Welcome to Biziakistan

Welcome to Biziakistan

Un percorso di accoglienza nel cuore dell’isontino dopo un viaggio tra barconi e Balcani

di Luca Meneghesso

Foto C. Faggionato

Foto C. Faggionato

La Bisiacaria, terra storicamente attraversata da numerose correnti migratorie, è di nuovo percorsa da genti diverse in cerca di pace e lavoro. Non solo Monfalcone, al centro di questo fenomeno.

Ultimamente il tema è di stretta attualità a Turriaco piccolo comune nel cuore del territorio bisiaco retto da una giunta guidata dal giovane sindaco Enrico Bullian.

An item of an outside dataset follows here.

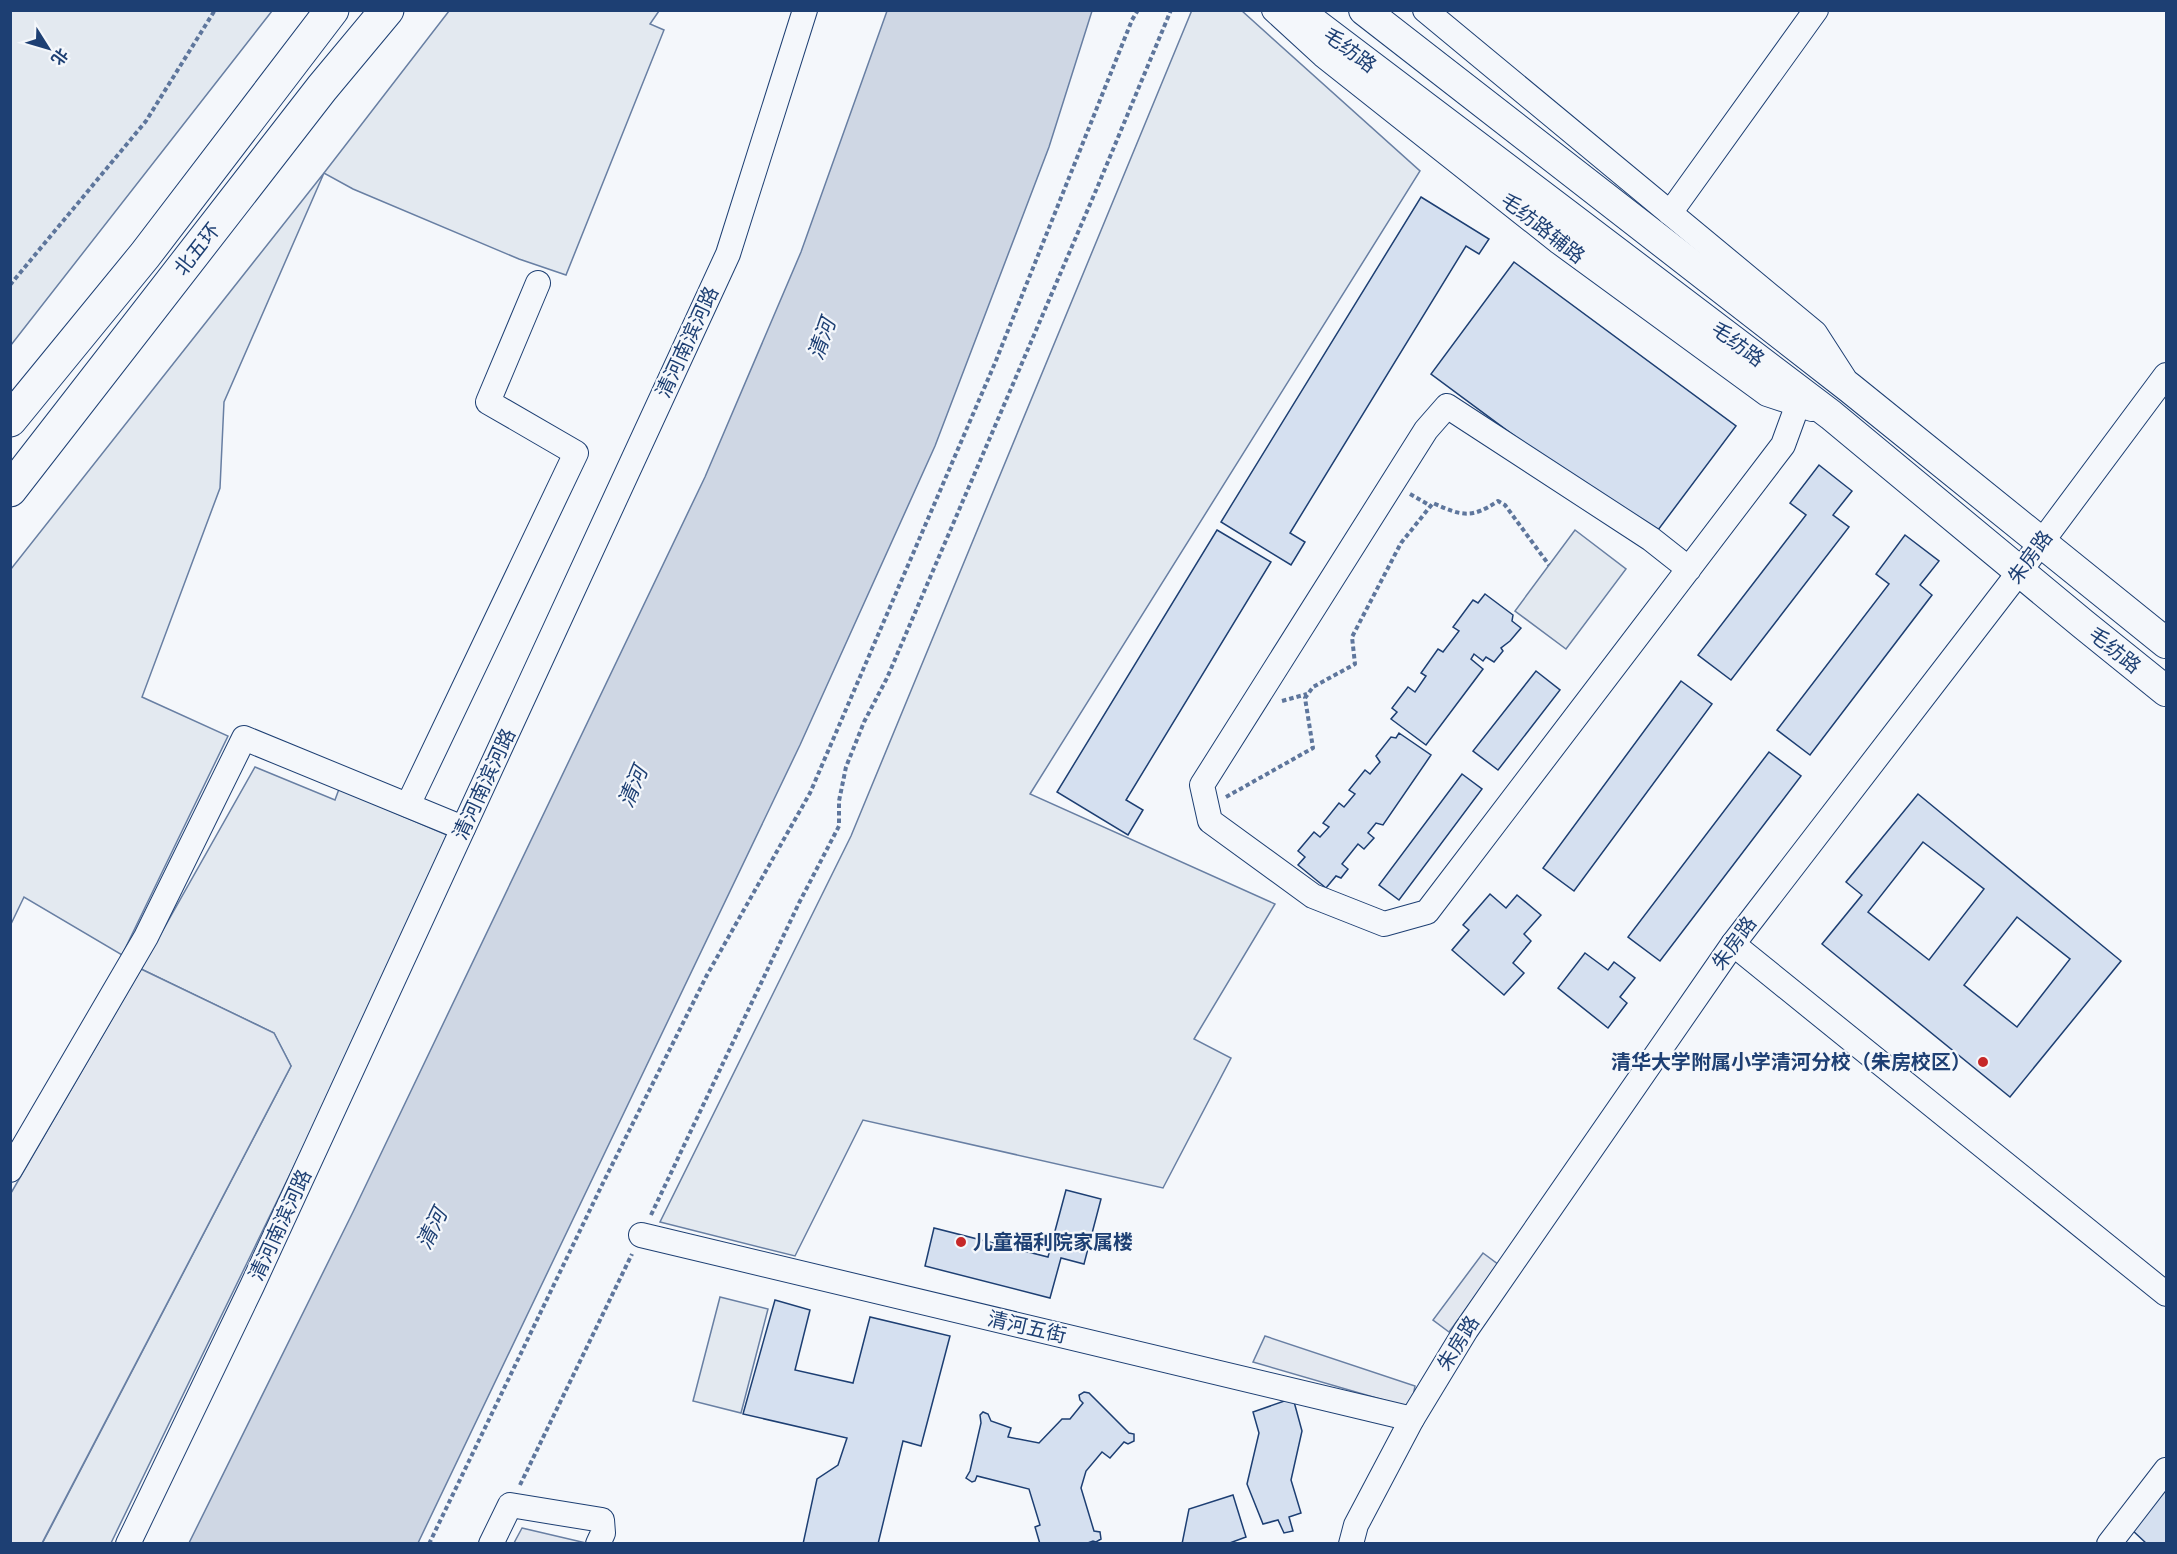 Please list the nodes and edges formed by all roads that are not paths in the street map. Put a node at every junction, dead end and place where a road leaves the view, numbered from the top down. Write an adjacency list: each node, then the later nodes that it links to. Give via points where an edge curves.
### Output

Nell’agosto scorso emerse la disponibilità del Comune ad accogliere nell’ex caserma dei carabinieri un gruppo di richiedenti asilo. In paese sono stati numerosi i favorevoli a questa politica di accoglienza diffusa, ormai caldeggiata a più livelli per affrontare il fenomeno migratorio ormai strutturale. Vi si è opposta una minoranza. In questo clima, lo scorso dicembre, ignoti hanno posizionato un rudimentale ordigno esplosivo di fronte a quello che è diventato il Centro di Accoglienza per i richiedenti asilo.

Lo scopo era evidentemente a scopo intimidatorio. Durante la partecipata manifestazione di risposta al vile gesto e di solidarietà all’amministrazione comunale, decisa ad aprire il centro nonostante le minacce. La manifestazione fu contestata da grette grida xenofobe.

L’opposizione cerca ancora di sollevare questioni per ostacolare il centro, perfino ad apertura avvenuta.

Nulla comunque ha fatto recedere Amministrazione comunale e Prefettura e il nuovo Centro di Accoglienza Straordinario è stato aperto e dato in gestione alla Cooperativa sociale Duemilauno Agenzia Sociale di Muggia che è gerente anche del locale Centro Giovani e in Regione di altre strutture per minori migranti o per richiedenti asilo.

I primi richiedenti asilo sono arrivati il 13 febbraio, subito seguiti da un altro gruppo per un totale di dodici persone provenienti da Afghanistan e Pakistan. Lontani paesi martoriati da conflitti (in cui sono presenti anche truppe italiane) che producono inevitabili ondate migratorie.

Ad arrivare a Turriaco sono stati alcuni giovani che hanno disertato diversi gruppi armati – regolari o meno.

Lunga la strada percorsa con mezzi di fortuna, a piedi, con precari trasporti e barconi. Iran, Turchia quindi il mare, la Grecia e i Balcani nell’odissea della Balkan route, il corridoio che ha permesso a migliaia di profughi provenienti da Siria, Iraq e Afghanistan di giungere a noi.

A Turriaco si sono registrati, a un tempo, interesse e sospetto, di fronte a questi nuovi paesani. Il percorso di accoglienza e conoscenza reciproca non pare però subire gli intoppi che si temevano. Molte le associazioni, i gestori di locali ed esercizi, ma anche i singoli cittadini che hanno dato il proprio benvenuto e la disponibilità a collaborare con i richiedenti asilo, come peraltro già fatto nella fase preparatoria di raccolta di beni per l’arredo dei due appartamenti: sono stati donati dai cittadini del Mandamento materassi, stoviglie etc. Il Comune ha proposto ai ragazzi diverse attività: dall’utilizzo della Biblioteca, dove si tengono anche colloqui in italiano che i richiedenti hanno ribattezzato “Caffè lingua”, a lavori di manutenzione del verde o di beni comunali a dimostrazione del fatto che questi nuovi arrivati sono delle risorse per il paese.

Foto C. Faggionato

Foto C. Faggionato

Per la kermesse “Note di Costituzione” organizzata dall’Amministrazione comunale in occasione dell’anniversario del 25 aprile il gruppo di richiedenti proporrà una riflessione a partire dalla propria storia di vita, in riferimento all’articolo 10 della Costituzione italiana che recita: “Lo straniero, al quale sia impedito nel suo paese l’effettivo esercizio delle libertà democratiche garantite dalla Costituzione italiana, ha diritto d’asilo nel territorio della Repubblica, secondo le condizioni stabilite dalla legge”.

“Nessuno sceglie di diventare migrante, sono le condizioni a costringerti a diventarlo. Per vivere in pace è importante accettarsi gli uni con gli altri. La cosa più importante del mondo è l’umanità solo umanità”. 

Con queste parole Shabbir, uno dei 12 accolti, ha concluso il suo discorso di saluto e benvenuto all’incontro con i rappresentanti delle associazioni di Turriaco, pochi giorni dopo il suo arrivo nel paese bisiaco.